The couple confirmed their engagement in December 2024, with Selena flashing her gorgeous diamond ring on social media.

Benny, 37, popped the question after weeks of speculation that they were engaged, following Selena’s showcase of her new bling on the Emmys red carpet.

It happened over a year after the pair’s romance began in June 2023.

Fans knew the wedding was near when Selena, 33, posted photos on Instagram from her bachelorette bash in late August.

Read More on Selena Gomez

The Lose You to Love Me singer looked happy while donning a white bikini and a short veil during the beach getaway.

She’d already appeared to settle into her new life with the music producer, as the U.S. exclusively reported in March that the pair took out an over $20million mortgage on their $35million Beverly Hills mansion.

The lavish purchase came shortly before the duo released their first joint album, I Said I Love You First, which dropped on March 21.

It was initially thought that Selena and Benny’s wedding would be a ways away, after the songwriter, born Benjamin Joseph Levin, told Rolling Stone that they were taking their relationship “one day at a time.”

At the time, the Virginia native said they were enjoying their engagement and not rushing to the altar.

Selena Gomez is engaged to her boyfriend Benny Blanco

Benny also gushed about being “so sure” that he was going to marry Selena and how his feelings for her were “very different” from anything he’d ever experienced.

The multi-Grammy Award nominee previously dated model Elsie Hewitt before becoming romantically involved with Selena.

Meanwhile, Selena has had numerous high-profile relationships over the years, including Nick Jonas, Charlie Puth, Zedd, The Weeknd, and Justin Bieber.

The former Disney Channel star had the longest relationship with Justin, whom she dated on and off for eight years before splitting for good in March 2018.

Justin and Selena’s Relationship Timeline

Here is what you need to know about Justin and Selena’s on and off again relationship throughout the 2010s.

December 8, 2010: Justin and Selena were spotted on an IHOP date in Philadelphia together, although Selena tried to shut down romance rumors saying they are just friends.

December 31, 2010: The pair spend New Year’s together in St.
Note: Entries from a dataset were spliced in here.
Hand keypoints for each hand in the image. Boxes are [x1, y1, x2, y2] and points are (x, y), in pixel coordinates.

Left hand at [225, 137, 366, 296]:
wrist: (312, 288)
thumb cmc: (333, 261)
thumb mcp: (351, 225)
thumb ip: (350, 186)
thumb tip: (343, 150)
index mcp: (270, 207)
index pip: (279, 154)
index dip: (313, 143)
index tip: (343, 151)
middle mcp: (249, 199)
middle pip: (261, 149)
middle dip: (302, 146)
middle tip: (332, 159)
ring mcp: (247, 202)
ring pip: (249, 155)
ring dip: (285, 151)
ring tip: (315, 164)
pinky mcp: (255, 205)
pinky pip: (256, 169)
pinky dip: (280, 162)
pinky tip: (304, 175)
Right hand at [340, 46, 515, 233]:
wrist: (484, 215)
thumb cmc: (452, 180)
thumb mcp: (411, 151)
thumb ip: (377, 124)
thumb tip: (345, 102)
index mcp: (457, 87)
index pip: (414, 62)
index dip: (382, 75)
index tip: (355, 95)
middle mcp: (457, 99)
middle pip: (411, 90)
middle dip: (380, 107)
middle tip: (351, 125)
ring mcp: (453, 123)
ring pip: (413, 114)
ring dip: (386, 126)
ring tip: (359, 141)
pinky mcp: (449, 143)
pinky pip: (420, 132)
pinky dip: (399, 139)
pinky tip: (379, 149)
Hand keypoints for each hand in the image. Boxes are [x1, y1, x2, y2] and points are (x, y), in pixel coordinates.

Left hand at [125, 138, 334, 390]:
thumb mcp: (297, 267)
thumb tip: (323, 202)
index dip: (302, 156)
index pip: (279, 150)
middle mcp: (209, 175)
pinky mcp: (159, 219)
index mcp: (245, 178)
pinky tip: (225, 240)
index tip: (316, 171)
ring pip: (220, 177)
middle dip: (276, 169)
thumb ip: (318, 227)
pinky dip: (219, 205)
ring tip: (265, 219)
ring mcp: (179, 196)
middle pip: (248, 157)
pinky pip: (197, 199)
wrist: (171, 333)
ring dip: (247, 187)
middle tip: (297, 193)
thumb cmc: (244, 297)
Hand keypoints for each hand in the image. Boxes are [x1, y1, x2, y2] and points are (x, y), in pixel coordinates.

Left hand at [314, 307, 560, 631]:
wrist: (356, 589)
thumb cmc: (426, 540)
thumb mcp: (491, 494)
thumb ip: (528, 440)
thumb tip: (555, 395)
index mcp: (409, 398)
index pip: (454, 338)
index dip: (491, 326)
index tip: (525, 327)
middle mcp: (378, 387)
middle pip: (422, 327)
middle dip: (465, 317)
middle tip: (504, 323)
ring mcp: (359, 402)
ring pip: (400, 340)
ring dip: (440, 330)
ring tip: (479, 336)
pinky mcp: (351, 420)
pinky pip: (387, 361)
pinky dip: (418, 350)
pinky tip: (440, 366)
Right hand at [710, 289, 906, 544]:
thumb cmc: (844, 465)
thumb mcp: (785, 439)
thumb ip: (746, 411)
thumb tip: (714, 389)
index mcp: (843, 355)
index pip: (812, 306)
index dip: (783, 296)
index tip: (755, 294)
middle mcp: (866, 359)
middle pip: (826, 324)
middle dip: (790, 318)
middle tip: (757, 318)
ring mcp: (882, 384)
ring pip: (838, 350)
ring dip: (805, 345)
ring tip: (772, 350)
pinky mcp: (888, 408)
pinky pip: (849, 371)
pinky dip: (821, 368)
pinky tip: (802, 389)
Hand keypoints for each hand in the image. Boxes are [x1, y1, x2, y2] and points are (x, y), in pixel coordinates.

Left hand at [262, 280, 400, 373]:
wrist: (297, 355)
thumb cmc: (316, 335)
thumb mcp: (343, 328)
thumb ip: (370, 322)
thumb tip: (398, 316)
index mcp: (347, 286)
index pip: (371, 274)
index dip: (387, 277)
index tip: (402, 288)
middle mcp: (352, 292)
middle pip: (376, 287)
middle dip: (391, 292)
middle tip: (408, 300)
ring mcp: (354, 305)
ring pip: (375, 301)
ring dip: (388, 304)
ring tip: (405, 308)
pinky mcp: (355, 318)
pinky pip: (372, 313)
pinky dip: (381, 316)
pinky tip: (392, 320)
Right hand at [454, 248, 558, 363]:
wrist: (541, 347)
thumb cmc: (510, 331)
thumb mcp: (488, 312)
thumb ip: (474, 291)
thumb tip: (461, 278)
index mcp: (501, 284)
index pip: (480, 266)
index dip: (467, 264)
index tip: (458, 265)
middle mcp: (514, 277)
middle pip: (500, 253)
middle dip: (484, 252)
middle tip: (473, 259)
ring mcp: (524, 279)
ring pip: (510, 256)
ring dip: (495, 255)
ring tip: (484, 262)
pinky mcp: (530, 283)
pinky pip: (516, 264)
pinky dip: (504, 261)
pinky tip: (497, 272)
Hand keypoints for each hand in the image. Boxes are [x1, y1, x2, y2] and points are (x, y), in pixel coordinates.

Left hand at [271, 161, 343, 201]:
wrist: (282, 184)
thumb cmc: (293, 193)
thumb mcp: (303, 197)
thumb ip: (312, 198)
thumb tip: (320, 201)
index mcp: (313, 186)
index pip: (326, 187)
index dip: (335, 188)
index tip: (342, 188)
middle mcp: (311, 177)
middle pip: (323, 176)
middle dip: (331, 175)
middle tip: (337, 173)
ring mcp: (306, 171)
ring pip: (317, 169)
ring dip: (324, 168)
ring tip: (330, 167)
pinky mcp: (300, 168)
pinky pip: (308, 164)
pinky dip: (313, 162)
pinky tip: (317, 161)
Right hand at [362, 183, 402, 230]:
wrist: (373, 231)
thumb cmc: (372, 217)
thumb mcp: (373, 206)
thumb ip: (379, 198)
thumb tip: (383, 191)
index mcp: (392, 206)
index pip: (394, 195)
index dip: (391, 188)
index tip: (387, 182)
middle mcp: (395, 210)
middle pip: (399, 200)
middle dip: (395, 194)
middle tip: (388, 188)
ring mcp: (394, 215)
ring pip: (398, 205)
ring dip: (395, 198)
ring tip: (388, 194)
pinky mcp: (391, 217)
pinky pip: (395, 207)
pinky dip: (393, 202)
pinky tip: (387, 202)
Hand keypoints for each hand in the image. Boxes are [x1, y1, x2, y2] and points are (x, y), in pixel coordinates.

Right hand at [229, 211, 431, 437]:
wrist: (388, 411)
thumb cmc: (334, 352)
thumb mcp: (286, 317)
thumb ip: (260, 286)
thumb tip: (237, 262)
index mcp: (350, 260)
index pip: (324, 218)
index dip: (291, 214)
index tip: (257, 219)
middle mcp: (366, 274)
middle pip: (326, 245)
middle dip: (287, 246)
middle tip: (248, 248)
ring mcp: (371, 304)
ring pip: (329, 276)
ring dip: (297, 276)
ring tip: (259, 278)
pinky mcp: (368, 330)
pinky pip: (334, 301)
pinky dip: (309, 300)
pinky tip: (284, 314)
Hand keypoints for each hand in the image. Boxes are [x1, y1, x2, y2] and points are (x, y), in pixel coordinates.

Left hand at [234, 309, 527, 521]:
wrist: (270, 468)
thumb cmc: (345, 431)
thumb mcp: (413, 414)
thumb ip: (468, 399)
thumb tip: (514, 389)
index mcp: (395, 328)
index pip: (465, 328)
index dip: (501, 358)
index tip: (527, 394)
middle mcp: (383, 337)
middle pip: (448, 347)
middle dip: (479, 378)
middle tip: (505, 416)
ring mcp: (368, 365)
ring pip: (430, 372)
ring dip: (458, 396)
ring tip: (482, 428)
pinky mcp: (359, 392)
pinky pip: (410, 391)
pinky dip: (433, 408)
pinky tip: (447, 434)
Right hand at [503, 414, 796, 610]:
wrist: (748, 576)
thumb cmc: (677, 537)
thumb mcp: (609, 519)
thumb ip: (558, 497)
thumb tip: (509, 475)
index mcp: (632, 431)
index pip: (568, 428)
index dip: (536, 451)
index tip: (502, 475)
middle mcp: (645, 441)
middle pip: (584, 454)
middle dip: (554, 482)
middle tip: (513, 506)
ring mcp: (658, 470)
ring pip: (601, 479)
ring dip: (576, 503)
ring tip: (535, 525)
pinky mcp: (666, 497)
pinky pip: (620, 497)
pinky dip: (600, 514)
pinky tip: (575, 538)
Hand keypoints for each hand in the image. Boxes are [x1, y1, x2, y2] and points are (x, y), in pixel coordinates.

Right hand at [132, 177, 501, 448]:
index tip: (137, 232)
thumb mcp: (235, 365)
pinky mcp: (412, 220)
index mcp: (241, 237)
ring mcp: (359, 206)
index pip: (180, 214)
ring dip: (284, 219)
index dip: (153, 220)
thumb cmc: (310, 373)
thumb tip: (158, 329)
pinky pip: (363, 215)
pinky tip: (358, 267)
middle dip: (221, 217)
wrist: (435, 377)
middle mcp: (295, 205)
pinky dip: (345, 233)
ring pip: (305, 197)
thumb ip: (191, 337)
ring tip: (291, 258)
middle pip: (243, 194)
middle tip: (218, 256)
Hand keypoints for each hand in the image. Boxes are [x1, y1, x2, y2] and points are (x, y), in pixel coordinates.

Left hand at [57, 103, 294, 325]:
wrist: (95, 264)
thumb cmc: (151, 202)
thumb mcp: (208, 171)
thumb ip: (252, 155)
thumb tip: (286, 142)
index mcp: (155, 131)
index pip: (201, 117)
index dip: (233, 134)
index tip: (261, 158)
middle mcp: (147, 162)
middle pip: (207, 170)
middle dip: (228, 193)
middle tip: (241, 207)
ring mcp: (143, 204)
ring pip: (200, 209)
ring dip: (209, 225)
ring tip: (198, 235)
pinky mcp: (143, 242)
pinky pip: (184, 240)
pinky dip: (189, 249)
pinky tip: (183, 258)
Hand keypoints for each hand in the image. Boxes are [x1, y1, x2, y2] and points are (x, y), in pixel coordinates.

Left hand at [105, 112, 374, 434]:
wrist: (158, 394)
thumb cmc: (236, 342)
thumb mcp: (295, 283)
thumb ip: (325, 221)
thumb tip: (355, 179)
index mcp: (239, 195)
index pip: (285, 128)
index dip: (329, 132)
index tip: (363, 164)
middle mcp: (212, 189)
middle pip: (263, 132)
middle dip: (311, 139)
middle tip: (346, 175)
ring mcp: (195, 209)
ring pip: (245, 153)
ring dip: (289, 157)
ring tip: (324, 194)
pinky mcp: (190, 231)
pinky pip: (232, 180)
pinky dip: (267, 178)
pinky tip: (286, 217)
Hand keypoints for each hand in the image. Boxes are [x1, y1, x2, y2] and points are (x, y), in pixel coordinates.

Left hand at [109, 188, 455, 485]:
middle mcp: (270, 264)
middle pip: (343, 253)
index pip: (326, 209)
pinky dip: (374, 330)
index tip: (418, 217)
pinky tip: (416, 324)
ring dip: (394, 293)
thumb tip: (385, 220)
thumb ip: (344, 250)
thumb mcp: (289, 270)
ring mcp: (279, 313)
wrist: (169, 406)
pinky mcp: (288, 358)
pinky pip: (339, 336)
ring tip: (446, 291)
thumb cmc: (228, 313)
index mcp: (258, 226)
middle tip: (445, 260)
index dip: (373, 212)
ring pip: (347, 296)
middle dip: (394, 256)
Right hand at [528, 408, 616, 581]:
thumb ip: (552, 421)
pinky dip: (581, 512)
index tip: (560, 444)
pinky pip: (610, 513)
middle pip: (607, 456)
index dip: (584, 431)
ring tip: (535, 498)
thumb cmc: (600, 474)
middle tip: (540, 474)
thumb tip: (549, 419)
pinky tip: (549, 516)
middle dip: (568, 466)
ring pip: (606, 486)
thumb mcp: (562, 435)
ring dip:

Lucia and were spotted kissing on a yacht.

February 28, 2011: Justin and Selena make their red-carpet debut at the Vanity Fair Oscars party. 

May 2, 2011: Selena confirms their relationship to Seventeen.

November 2012: Justin and Selena break up for the first time due to “being apart so much” and “trust issues,” a source told PEOPLE at the time. 

April 2013: The pair were spotted together again, engaging in PDA. 

November 6, 2014: Selena confirms she and Justin split for the second time while On Air with Ryan Seacrest.

December 2014: Justin sparks romance rumors with Hailey Baldwin and is seen kissing her a year later on December 31, 2015, while in St. Barts. 

August 2016: Justin begins dating Sofia Richie.

January 2017: Selena starts dating The Weeknd.

November 30, 2017: Selena splits from The Weeknd and reunites with Justin.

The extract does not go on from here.